Work required:
Find all lines with the word "Đường" in the material, then copy them.

Material to process:
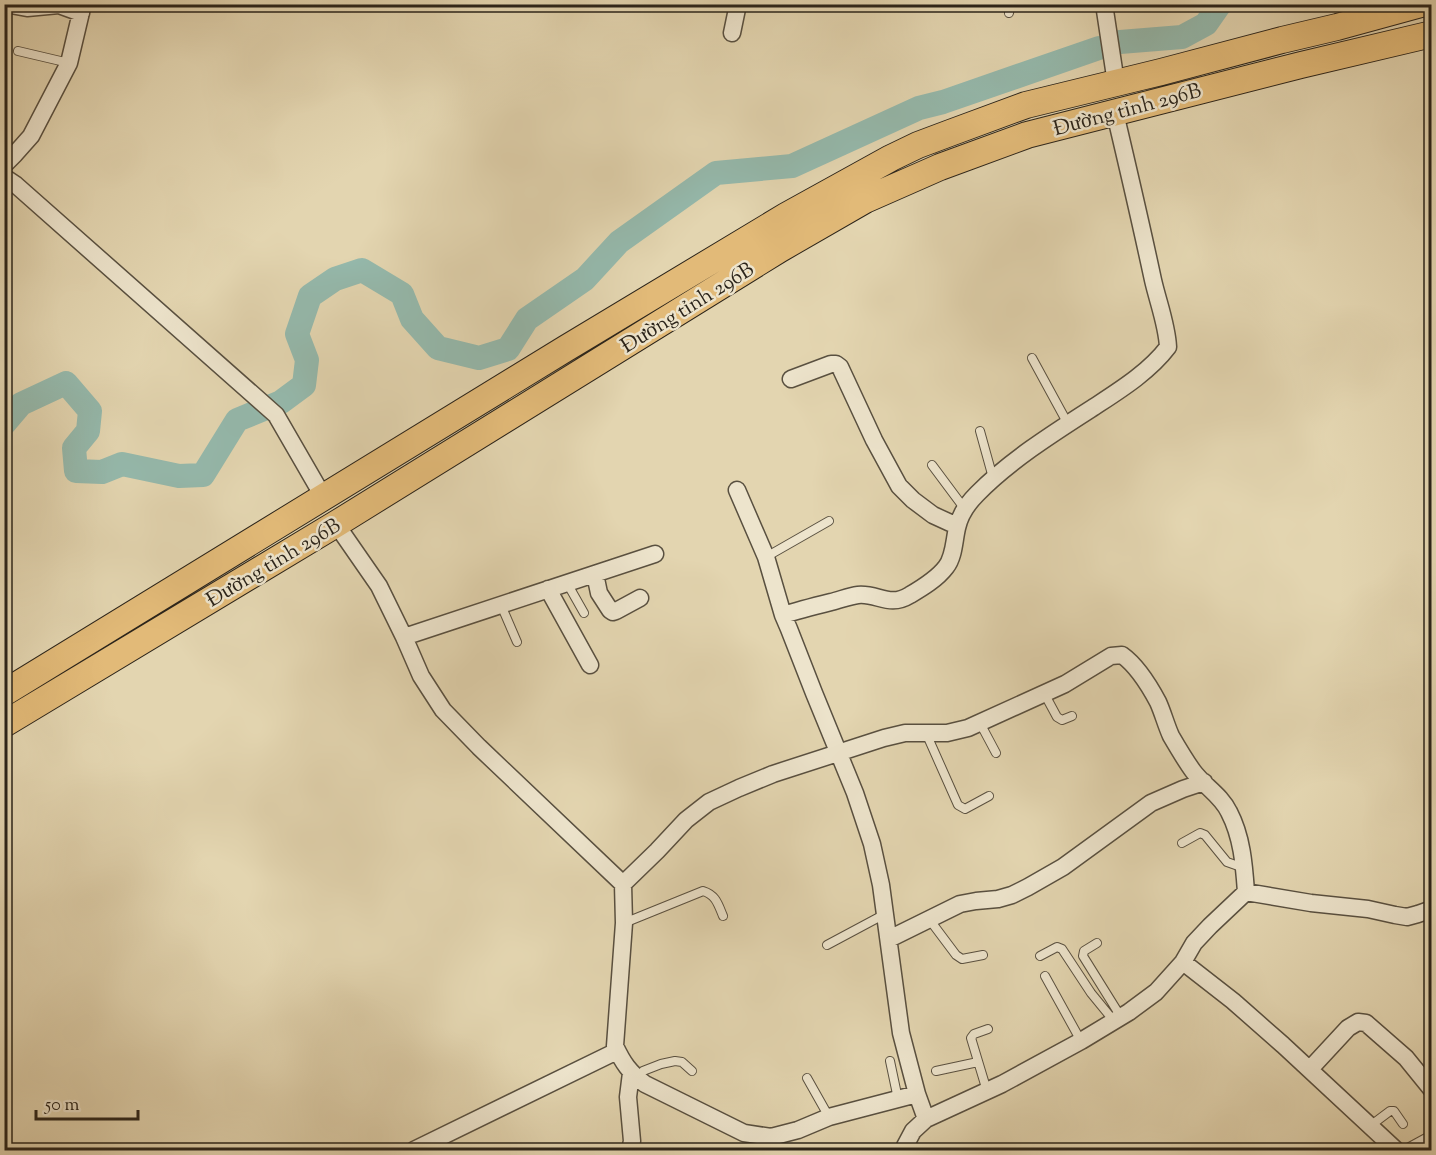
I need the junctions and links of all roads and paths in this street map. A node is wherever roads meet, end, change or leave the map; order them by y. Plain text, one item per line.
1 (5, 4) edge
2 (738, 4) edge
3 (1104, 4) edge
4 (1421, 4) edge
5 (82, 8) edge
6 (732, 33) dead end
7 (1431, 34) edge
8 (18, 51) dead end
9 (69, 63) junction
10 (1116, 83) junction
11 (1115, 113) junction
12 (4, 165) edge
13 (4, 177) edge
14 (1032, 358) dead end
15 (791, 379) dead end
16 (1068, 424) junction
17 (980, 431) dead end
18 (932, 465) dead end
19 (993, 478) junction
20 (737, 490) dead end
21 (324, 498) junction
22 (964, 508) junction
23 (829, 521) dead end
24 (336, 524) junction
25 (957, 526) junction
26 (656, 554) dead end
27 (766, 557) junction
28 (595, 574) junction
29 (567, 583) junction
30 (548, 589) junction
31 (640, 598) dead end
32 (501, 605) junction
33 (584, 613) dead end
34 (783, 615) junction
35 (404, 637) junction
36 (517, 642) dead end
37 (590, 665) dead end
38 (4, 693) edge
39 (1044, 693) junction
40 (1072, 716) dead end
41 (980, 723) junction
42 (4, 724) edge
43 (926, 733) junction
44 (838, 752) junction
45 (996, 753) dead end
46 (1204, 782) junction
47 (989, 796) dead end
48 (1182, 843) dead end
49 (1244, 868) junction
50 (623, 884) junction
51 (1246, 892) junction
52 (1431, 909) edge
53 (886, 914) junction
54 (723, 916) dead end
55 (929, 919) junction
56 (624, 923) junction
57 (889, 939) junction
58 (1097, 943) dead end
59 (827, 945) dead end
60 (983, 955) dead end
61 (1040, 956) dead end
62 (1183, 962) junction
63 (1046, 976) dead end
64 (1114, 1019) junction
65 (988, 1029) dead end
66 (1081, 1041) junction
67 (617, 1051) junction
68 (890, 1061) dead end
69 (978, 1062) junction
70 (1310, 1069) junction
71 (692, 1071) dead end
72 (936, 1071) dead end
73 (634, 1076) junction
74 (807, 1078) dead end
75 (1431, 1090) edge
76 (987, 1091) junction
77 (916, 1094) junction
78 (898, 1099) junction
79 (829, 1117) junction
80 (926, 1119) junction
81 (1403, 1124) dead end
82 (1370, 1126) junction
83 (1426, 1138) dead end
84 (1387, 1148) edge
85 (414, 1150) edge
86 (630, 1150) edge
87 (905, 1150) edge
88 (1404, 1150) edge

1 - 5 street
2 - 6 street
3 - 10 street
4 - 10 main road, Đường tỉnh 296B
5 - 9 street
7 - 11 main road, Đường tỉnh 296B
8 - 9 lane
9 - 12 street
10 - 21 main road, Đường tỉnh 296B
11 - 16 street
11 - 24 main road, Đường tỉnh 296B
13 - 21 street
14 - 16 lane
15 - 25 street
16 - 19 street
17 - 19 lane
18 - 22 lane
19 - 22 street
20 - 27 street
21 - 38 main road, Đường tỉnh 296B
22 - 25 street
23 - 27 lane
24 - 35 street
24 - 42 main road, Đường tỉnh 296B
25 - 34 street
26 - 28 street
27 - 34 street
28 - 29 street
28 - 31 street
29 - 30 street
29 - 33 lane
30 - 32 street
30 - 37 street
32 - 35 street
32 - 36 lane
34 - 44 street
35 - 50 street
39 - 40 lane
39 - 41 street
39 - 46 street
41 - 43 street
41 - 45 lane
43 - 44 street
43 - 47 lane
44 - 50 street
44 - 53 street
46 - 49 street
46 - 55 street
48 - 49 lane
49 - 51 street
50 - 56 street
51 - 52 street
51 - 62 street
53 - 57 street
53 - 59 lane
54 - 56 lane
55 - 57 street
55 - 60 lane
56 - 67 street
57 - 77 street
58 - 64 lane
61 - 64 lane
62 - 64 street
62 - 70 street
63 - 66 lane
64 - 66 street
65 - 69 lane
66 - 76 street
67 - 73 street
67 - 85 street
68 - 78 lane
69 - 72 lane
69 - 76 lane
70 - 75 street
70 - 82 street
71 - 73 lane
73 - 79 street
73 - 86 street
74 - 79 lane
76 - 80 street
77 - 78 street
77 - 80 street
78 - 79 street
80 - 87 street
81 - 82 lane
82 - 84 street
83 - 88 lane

Exercise output:
4 - 10 main road, Đường tỉnh 296B
7 - 11 main road, Đường tỉnh 296B
10 - 21 main road, Đường tỉnh 296B
11 - 24 main road, Đường tỉnh 296B
21 - 38 main road, Đường tỉnh 296B
24 - 42 main road, Đường tỉnh 296B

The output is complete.